§ **TASK TO COMPLETE**
Copy the records below in full, changing no character.

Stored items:
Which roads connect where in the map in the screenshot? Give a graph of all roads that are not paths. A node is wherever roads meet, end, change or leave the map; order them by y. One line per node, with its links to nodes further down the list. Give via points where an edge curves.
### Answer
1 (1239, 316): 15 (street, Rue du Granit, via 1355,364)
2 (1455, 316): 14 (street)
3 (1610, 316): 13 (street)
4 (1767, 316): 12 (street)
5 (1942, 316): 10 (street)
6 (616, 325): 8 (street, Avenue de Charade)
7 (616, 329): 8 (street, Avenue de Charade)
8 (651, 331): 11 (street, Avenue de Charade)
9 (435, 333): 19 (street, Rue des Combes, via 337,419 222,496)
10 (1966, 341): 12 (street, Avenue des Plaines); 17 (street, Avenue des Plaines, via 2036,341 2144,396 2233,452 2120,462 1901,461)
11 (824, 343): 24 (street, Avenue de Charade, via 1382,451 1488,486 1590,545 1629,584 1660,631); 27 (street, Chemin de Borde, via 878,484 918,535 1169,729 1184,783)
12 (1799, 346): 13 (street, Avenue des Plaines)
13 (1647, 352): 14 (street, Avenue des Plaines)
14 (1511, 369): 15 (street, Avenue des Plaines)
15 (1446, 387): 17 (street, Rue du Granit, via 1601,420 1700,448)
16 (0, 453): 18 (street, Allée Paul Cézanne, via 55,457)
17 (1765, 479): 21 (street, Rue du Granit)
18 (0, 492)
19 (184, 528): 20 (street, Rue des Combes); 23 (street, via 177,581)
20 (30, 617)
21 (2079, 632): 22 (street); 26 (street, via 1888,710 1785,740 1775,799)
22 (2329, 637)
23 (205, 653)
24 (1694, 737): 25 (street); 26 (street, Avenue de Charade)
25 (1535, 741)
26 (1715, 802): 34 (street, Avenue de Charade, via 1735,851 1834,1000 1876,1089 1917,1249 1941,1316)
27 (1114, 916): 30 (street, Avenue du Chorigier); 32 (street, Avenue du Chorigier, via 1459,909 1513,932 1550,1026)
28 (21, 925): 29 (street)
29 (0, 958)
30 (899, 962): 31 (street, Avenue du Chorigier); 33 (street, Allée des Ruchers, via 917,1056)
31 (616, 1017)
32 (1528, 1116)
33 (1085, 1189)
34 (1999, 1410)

§ **WRITTEN ANSWER**
Which roads connect where in the map in the screenshot? Give a graph of all roads that are not paths. A node is wherever roads meet, end, change or leave the map; order them by y. One line per node, with its links to nodes further down the list. Give via points where an edge curves.
### Answer
1 (1239, 316): 15 (street, Rue du Granit, via 1355,364)
2 (1455, 316): 14 (street)
3 (1610, 316): 13 (street)
4 (1767, 316): 12 (street)
5 (1942, 316): 10 (street)
6 (616, 325): 8 (street, Avenue de Charade)
7 (616, 329): 8 (street, Avenue de Charade)
8 (651, 331): 11 (street, Avenue de Charade)
9 (435, 333): 19 (street, Rue des Combes, via 337,419 222,496)
10 (1966, 341): 12 (street, Avenue des Plaines); 17 (street, Avenue des Plaines, via 2036,341 2144,396 2233,452 2120,462 1901,461)
11 (824, 343): 24 (street, Avenue de Charade, via 1382,451 1488,486 1590,545 1629,584 1660,631); 27 (street, Chemin de Borde, via 878,484 918,535 1169,729 1184,783)
12 (1799, 346): 13 (street, Avenue des Plaines)
13 (1647, 352): 14 (street, Avenue des Plaines)
14 (1511, 369): 15 (street, Avenue des Plaines)
15 (1446, 387): 17 (street, Rue du Granit, via 1601,420 1700,448)
16 (0, 453): 18 (street, Allée Paul Cézanne, via 55,457)
17 (1765, 479): 21 (street, Rue du Granit)
18 (0, 492)
19 (184, 528): 20 (street, Rue des Combes); 23 (street, via 177,581)
20 (30, 617)
21 (2079, 632): 22 (street); 26 (street, via 1888,710 1785,740 1775,799)
22 (2329, 637)
23 (205, 653)
24 (1694, 737): 25 (street); 26 (street, Avenue de Charade)
25 (1535, 741)
26 (1715, 802): 34 (street, Avenue de Charade, via 1735,851 1834,1000 1876,1089 1917,1249 1941,1316)
27 (1114, 916): 30 (street, Avenue du Chorigier); 32 (street, Avenue du Chorigier, via 1459,909 1513,932 1550,1026)
28 (21, 925): 29 (street)
29 (0, 958)
30 (899, 962): 31 (street, Avenue du Chorigier); 33 (street, Allée des Ruchers, via 917,1056)
31 (616, 1017)
32 (1528, 1116)
33 (1085, 1189)
34 (1999, 1410)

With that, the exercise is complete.